In general, the design engineer is required to satisfy the needs of customers (management, clients, consumers, etc.) and is expected to do so in a competent, responsible, ethical, and professional manner. Much of engineering course work and practical experience focuses on competence, but when does one begin to develop engineering responsibility and professionalism? To start on the road to success, you should start to develop these characteristics early in your educational program. You need to cultivate your professional work ethic and process skills before graduation, so that when you begin your formal engineering career, you will be prepared to meet the challenges.


Systematic Approach

Careful attention to the following action steps will help you to organize your solution processing technique.

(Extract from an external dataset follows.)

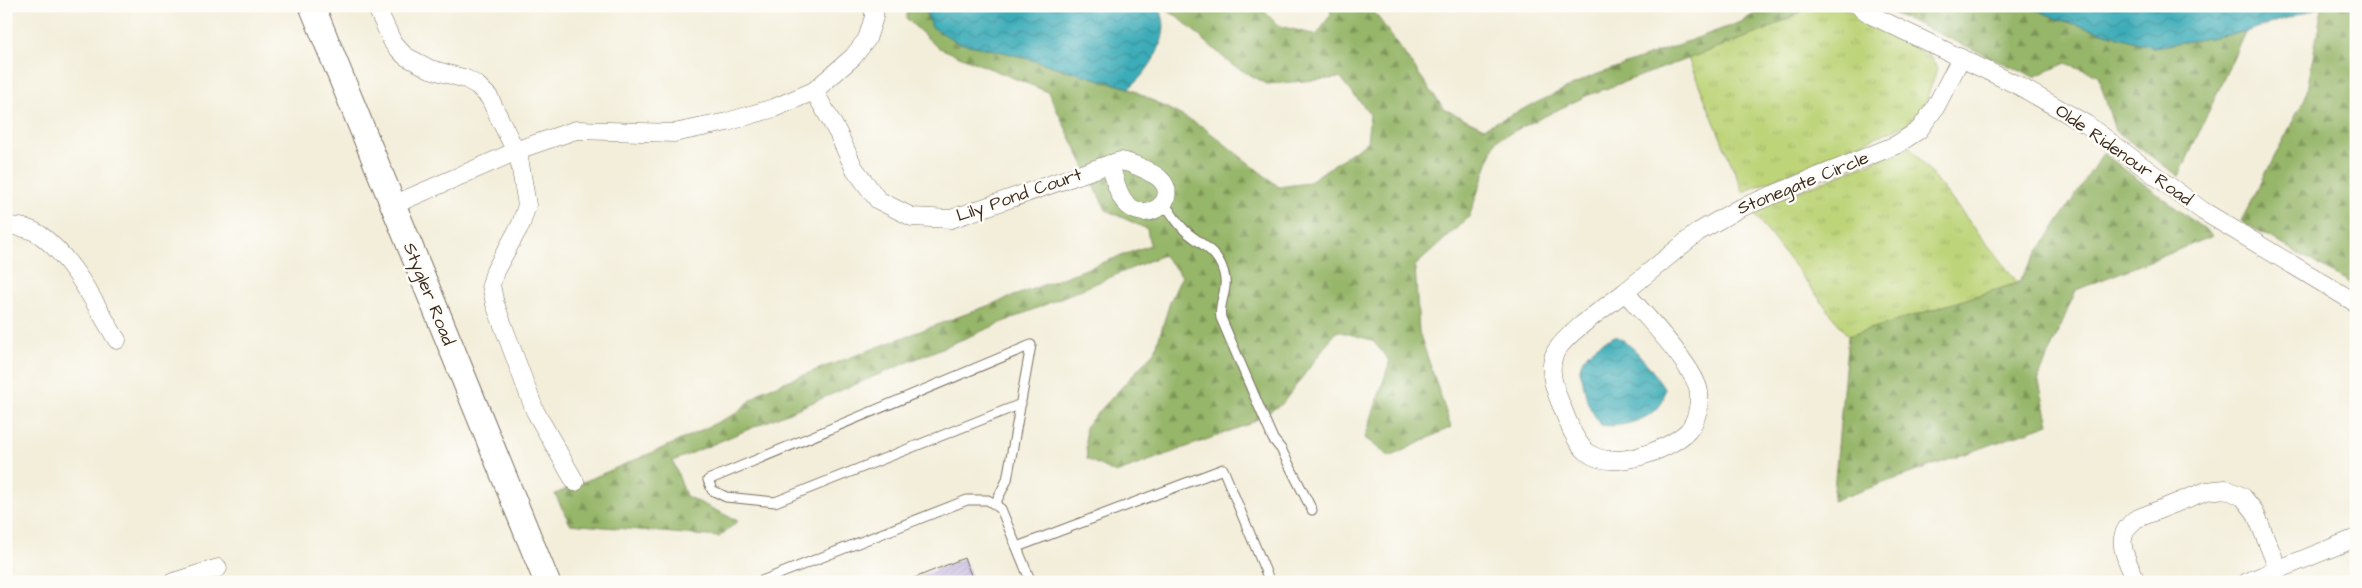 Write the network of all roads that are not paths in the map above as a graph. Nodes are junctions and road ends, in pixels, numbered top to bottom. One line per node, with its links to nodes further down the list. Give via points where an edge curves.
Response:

  • Understand the problem. Problem definition is probably the most significant step in the engineering design process. Carefully read, understand, and refine the problem statement.
  • Identify the knowns. From the refined problem statement, describe concisely what information is known and relevant.
  • Identify the unknowns and formulate the solution strategy. State what must be determined, in what order, so as to arrive at a solution to the problem. Sketch the component or system under investigation, identifying known and unknown parameters. Create a flowchart of the steps necessary to reach the final solution. The steps may require the use of free-body diagrams; material properties from tables; equations from first principles, textbooks, or handbooks relating the known and unknown parameters; experimentally or numerically based charts; specific computational tools.
  • State all assumptions and decisions. Real design problems generally do not have unique, ideal, closed-form solutions. Selections, such as the choice of materials, and heat treatments, require decisions. Analyses require assumptions related to the modeling of the real components or system. All assumptions and decisions should be identified and recorded.
  • Analyze the problem. Using your solution strategy in conjunction with your decisions and assumptions, execute the analysis of the problem. Reference the sources of all equations, tables, charts, software results, etc. Check the credibility of your results. Check the order of magnitude, dimensionality, trends, signs, etc.
  • Evaluate your solution. Evaluate each step in the solution, noting how changes in strategy, decisions, assumptions, and execution might change the results, in positive or negative ways. Whenever possible, incorporate the positive changes in your final solution.
  • Present your solution. Here is where your communication skills are important. At this point, you are selling yourself and your technical abilities. If you cannot skillfully explain what you have done, some or all of your work may be misunderstood and unaccepted. Know your audience.